RECORDS TO PROCESS Block Start
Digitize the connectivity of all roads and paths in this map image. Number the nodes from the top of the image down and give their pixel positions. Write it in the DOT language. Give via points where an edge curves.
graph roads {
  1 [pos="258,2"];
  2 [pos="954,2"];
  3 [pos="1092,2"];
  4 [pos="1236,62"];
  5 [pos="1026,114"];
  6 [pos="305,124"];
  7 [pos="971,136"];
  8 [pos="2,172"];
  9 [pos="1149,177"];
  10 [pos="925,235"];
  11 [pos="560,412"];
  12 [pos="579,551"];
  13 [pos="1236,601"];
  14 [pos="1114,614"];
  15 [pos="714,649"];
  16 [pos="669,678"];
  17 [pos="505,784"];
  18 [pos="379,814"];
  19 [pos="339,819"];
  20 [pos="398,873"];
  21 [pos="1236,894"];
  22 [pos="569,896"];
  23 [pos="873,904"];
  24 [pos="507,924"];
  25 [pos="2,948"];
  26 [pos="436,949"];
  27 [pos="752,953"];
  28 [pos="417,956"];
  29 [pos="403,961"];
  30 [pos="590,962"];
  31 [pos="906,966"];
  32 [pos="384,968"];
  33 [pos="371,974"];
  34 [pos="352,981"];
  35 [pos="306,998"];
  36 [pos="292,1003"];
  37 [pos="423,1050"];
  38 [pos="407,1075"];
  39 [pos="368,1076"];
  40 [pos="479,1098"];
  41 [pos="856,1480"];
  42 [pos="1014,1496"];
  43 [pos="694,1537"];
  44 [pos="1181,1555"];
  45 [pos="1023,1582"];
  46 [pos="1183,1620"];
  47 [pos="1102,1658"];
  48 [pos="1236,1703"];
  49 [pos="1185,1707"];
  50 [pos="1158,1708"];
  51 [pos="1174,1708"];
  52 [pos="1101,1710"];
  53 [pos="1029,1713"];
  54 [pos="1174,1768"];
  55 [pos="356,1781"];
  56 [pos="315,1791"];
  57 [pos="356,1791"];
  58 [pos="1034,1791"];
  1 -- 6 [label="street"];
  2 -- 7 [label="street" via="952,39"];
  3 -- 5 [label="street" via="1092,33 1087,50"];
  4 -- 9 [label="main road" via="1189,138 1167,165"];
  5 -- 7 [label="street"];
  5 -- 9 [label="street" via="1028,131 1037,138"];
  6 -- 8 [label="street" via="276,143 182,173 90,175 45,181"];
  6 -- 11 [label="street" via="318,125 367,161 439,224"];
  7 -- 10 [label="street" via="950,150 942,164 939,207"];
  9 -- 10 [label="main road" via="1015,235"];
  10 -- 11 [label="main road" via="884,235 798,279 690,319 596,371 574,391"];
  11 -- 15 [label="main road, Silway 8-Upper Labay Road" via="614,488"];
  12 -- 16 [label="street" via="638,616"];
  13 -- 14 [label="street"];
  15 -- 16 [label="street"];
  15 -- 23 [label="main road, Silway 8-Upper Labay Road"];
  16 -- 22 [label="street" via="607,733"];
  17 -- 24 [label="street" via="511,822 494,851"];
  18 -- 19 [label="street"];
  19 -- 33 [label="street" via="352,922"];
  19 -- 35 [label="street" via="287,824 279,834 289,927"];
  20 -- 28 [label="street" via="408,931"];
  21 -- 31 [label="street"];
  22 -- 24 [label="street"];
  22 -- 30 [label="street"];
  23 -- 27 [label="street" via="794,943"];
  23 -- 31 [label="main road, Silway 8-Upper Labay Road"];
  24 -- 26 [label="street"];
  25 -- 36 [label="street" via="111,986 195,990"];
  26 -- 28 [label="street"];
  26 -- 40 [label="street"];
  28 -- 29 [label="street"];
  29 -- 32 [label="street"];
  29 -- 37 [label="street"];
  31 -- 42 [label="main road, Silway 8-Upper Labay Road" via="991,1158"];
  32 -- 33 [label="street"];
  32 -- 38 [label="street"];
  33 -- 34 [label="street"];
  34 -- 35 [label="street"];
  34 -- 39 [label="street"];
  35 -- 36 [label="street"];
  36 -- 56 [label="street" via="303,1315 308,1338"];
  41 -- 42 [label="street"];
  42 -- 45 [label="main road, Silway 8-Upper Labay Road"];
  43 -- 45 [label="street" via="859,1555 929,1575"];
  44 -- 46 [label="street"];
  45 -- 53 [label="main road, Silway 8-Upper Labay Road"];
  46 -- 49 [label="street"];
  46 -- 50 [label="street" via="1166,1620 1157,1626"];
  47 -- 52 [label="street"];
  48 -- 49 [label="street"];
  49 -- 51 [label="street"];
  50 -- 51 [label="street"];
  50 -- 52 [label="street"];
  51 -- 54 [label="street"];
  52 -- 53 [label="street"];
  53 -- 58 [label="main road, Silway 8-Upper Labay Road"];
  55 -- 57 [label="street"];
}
RECORDS TO PROCESS Block End
▸ **ACTIVITY**
Which lines of the material contain "Labay"? List them.

▸ **TASK OUTPUT**
  11 -- 15 [label="main road, Silway 8-Upper Labay Road" via="614,488"];
  15 -- 23 [label="main road, Silway 8-Upper Labay Road"];
  23 -- 31 [label="main road, Silway 8-Upper Labay Road"];
  31 -- 42 [label="main road, Silway 8-Upper Labay Road" via="991,1158"];
  42 -- 45 [label="main road, Silway 8-Upper Labay Road"];
  45 -- 53 [label="main road, Silway 8-Upper Labay Road"];
  53 -- 58 [label="main road, Silway 8-Upper Labay Road"];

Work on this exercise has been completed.